SKOPJE - Sharp polarization brings protesters onto the street. A formal investigation looms over the most powerful figure in the nation, who acts to thwart the process. Moscow watches the situation with glee while attempting to sow doubt about the country’s institutions—indeed, about the very concept of democracy –writes the American magazine “Foreign Policy” in an extended analysis of the situation in Macedonia, Meta reports.

Skopje, Macedonia; Photo: WikiComons/Raso mk

“Although the parallels are striking, the above description does not refer to the United States but to Macedonia, a small Balkan country that is rapidly proving to be an example of what happens in democracies when leaders can disregard the rule of law. As Macedonia’s stability hangs by a thread, Republican senators in the U.S. Congress have irresponsibly entered the fray—and in doing so have abetted intensified meddling from Russia. The country’s autocratic former Prime Minister, Nikola Gruevski, is the subject of several investigations that were launched last year by a special prosecutor” writes the magazine.

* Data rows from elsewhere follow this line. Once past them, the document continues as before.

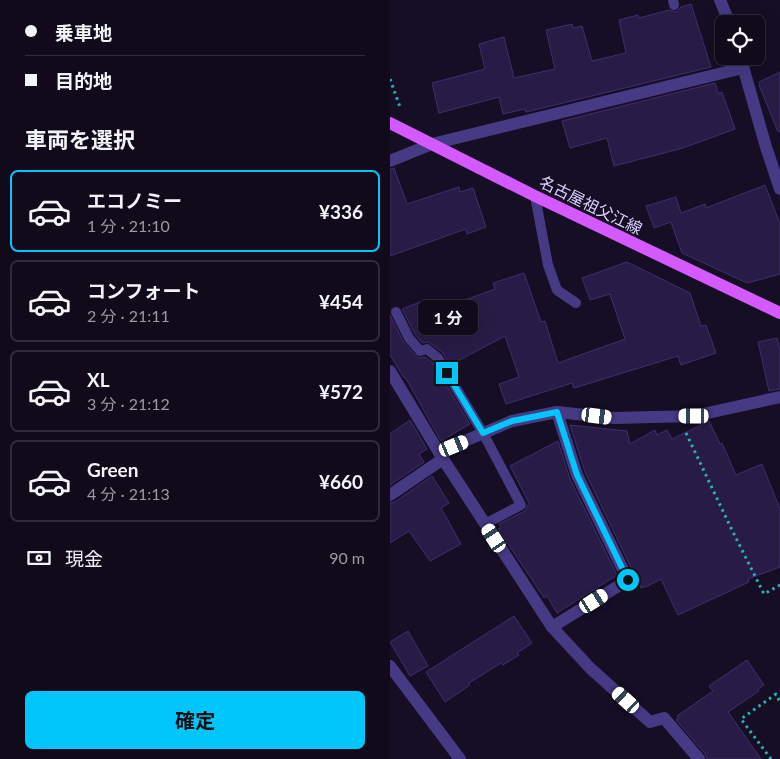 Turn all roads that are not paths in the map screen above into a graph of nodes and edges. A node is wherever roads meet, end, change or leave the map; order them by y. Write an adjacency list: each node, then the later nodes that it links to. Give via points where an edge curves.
1 (720, 0): 2 (street)
2 (726, 15)
3 (731, 65): 6 (street)
4 (743, 65): 8 (street)
5 (390, 123): 6 (main road, 名古屋祖父江線)
6 (432, 144): 7 (street); 10 (main road, 名古屋祖父江線)
7 (390, 161)
8 (776, 167): 9 (street)
9 (780, 189)
10 (535, 196): 11 (lane, via 548,265 557,290); 13 (main road, 名古屋祖父江線)
11 (576, 303)
12 (396, 312): 17 (lane, via 409,338 420,351 426,349 438,358)
13 (780, 313)
14 (390, 371): 18 (street)
15 (780, 397): 16 (street, via 694,416 614,418)
16 (557, 412): 17 (street, via 512,421); 21 (street, via 577,475 628,580)
17 (483, 433): 18 (street); 20 (lane, via 521,505)
18 (441, 455): 19 (street); 20 (street)
19 (390, 495)
20 (485, 524): 21 (street)
21 (552, 627): 24 (street, via 590,668 650,722 664,718)
22 (390, 666): 23 (street)
23 (460, 759)
24 (699, 759) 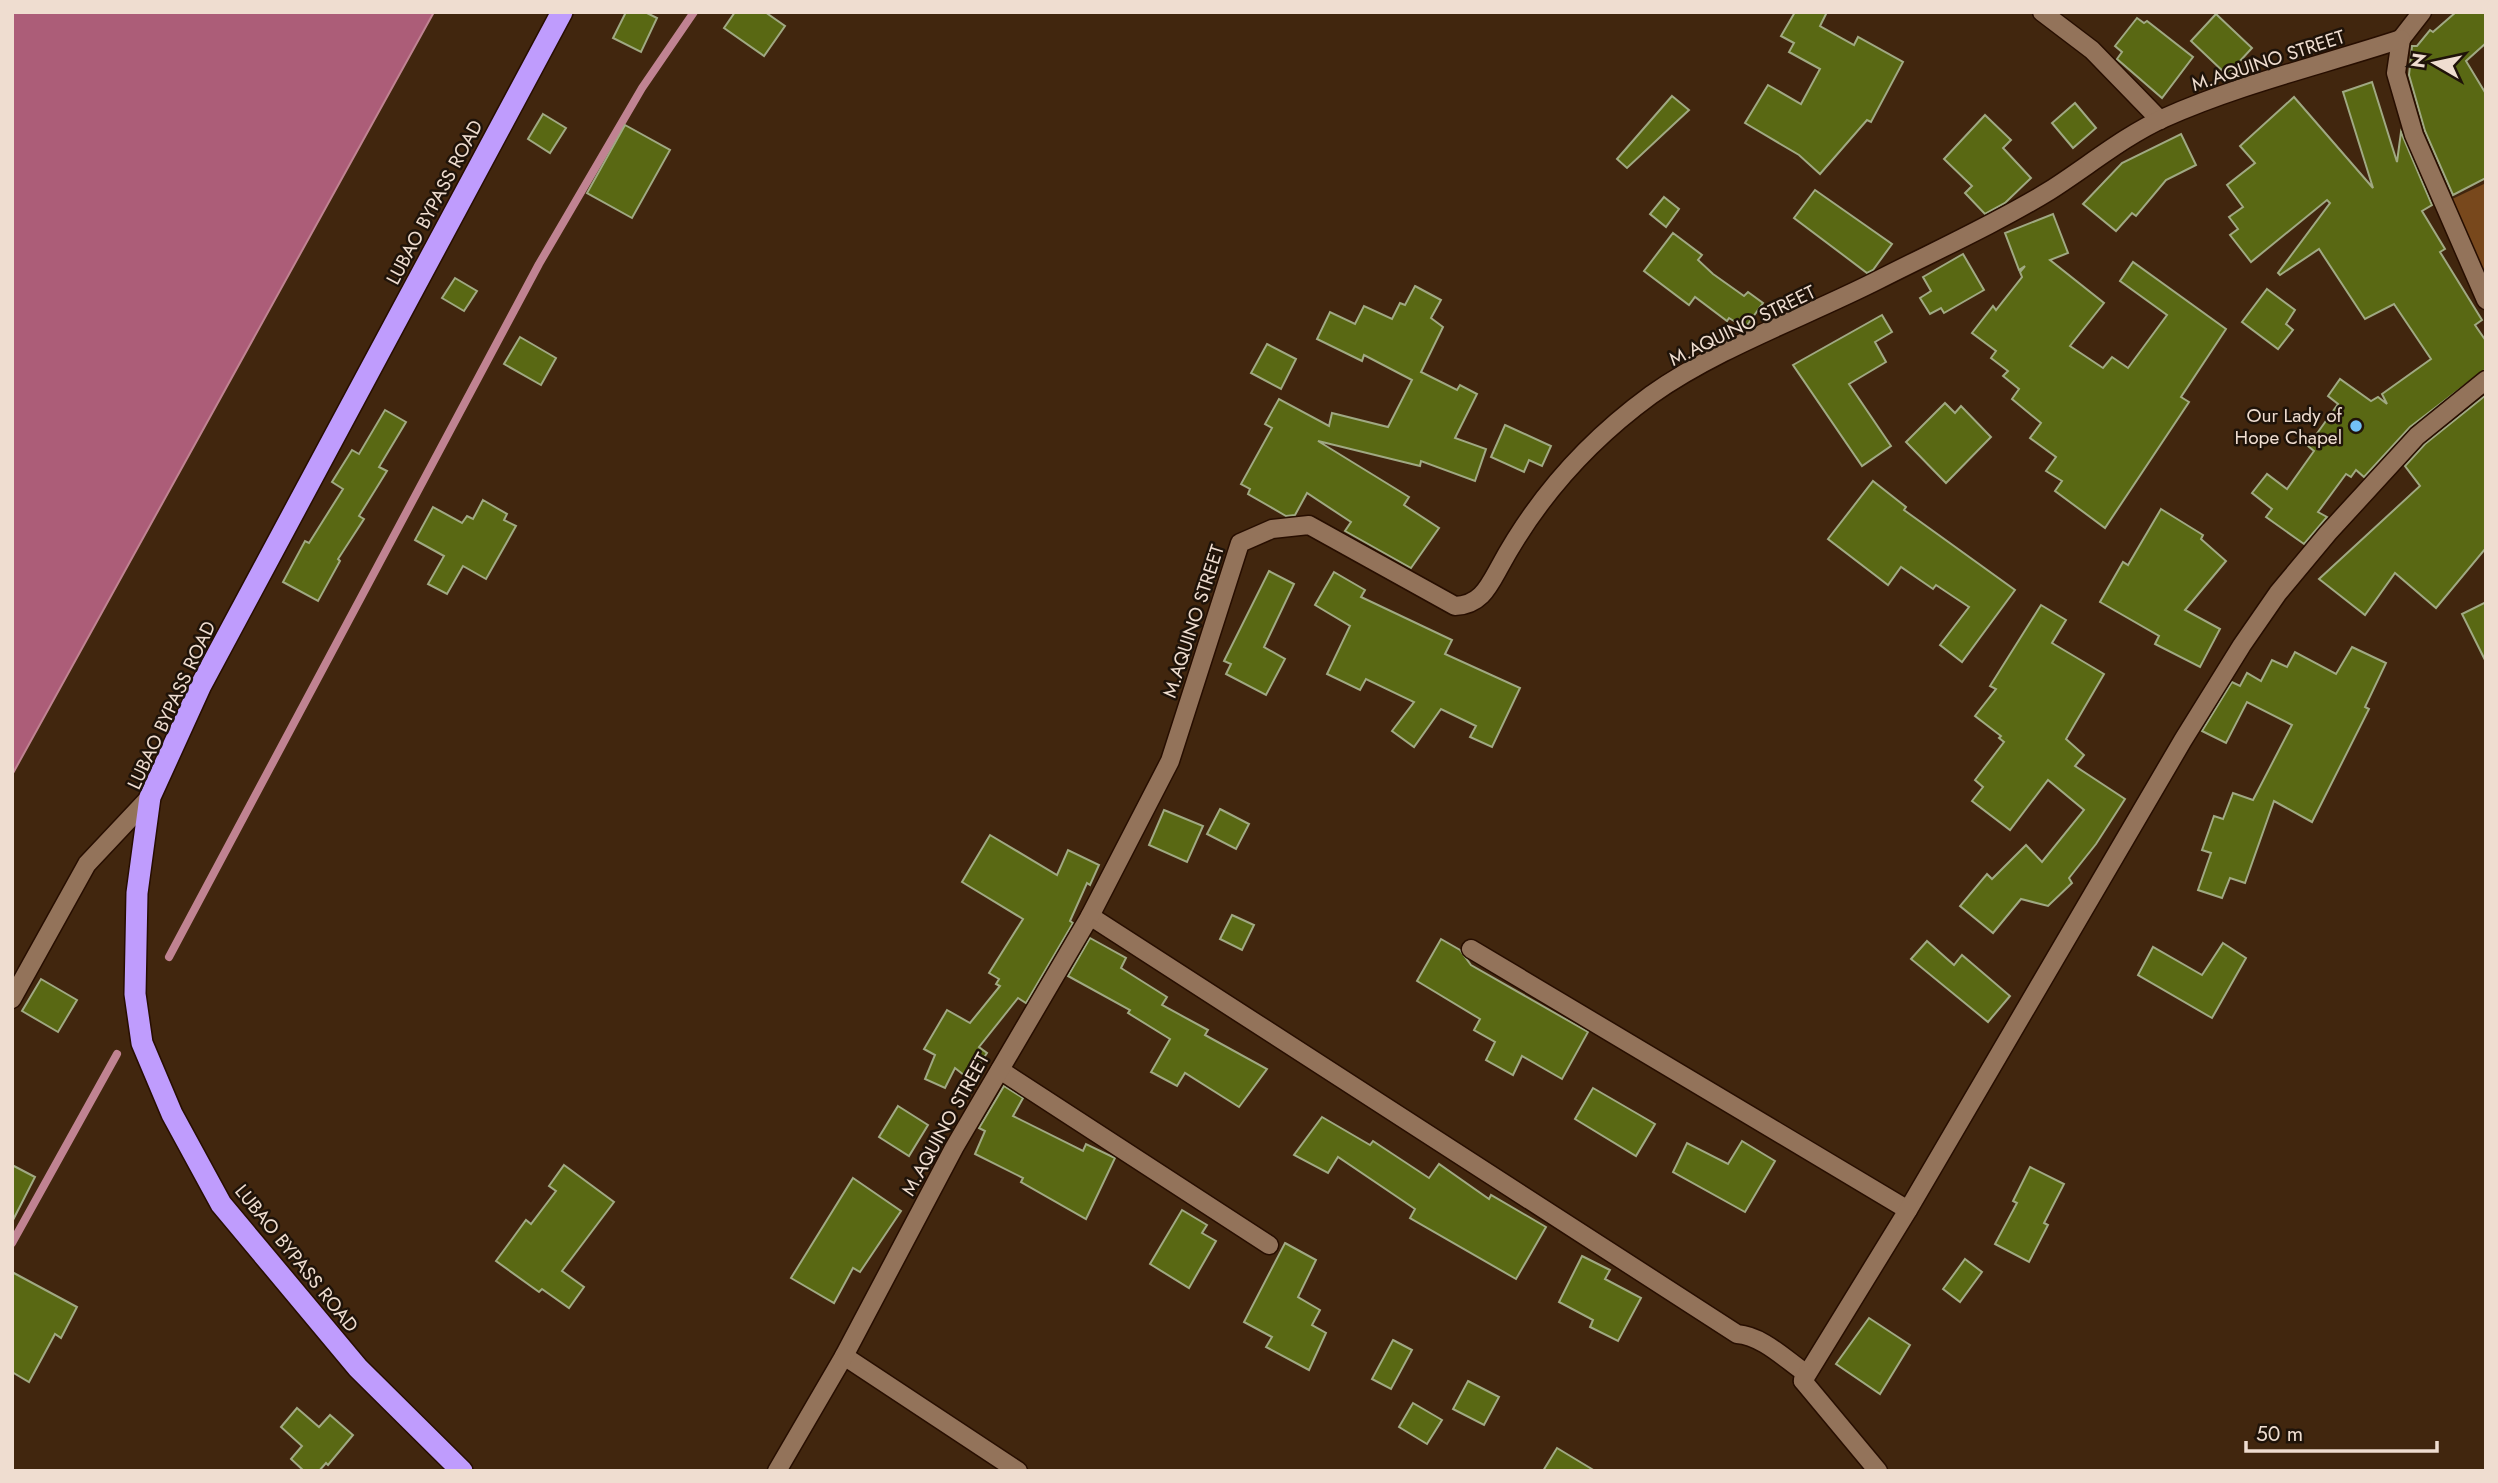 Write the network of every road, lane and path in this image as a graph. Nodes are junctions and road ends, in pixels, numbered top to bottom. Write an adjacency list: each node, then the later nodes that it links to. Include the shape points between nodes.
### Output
1 (562, 12): 8 (highway, LUBAO BYPASS ROAD, via 201,685)
2 (2042, 12): 5 (street, via 2092,50)
3 (2422, 12): 4 (street)
4 (2401, 39): 5 (street, M.AQUINO STREET, via 2217,95); 6 (street, via 2396,73 2414,135)
5 (2160, 120): 9 (street, M.AQUINO STREET, via 2047,192 1812,314 1707,361 1651,395 1555,482 1523,523 1487,590 1467,605 1455,606 1308,525 1272,529 1240,543 1170,761)
6 (2483, 289)
7 (2486, 380): 13 (street, via 2417,436 2278,593 2183,740)
8 (150, 797): 11 (street, via 87,864); 17 (highway, LUBAO BYPASS ROAD, via 137,894 135,994 142,1043 172,1114 221,1204 358,1368)
9 (1090, 916): 12 (street, M.AQUINO STREET); 16 (street, via 1737,1334 1749,1335 1772,1349 1804,1372)
10 (1471, 948): 13 (street)
11 (12, 999)
12 (1000, 1070): 14 (street); 15 (street, M.AQUINO STREET)
13 (1908, 1210): 16 (street)
14 (1269, 1245)
15 (844, 1356): 18 (street, M.AQUINO STREET); 19 (street)
16 (1803, 1381): 20 (street)
17 (462, 1471)
18 (777, 1471)
19 (1018, 1471)
20 (1878, 1471)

According to “Foreign Affairs,” the crisis will not end now when Zaev takes over power but it will move into another phase.

“Gruevski and VMRO-DPMNE will continue their efforts to destabilize the government and force new elections in order to avoid jail time. Once again, outside actors such as the United States, the EU, and Russia will have a critical, even decisive, influence on the tiny country, which has just two million inhabitants and is no bigger than the state of Vermont. In this volatile situation, it is critical for Washington to lead. As ever, European capitals pay only intermittent attention to the Balkans. As a start, the United States should press Berlin and Brussels to join it not just in providing aid and incentives, but in isolating, blacklisting (denying visas), and freezing the assets of actors who foment crisis and subvert democracy to gain or hold political power,” analyzes “Foreign Affairs.”

The magazine concludes that only pivotal heads in Washington, working urgently with their European counterparts, can avert the worst situation in Macedonia and the region.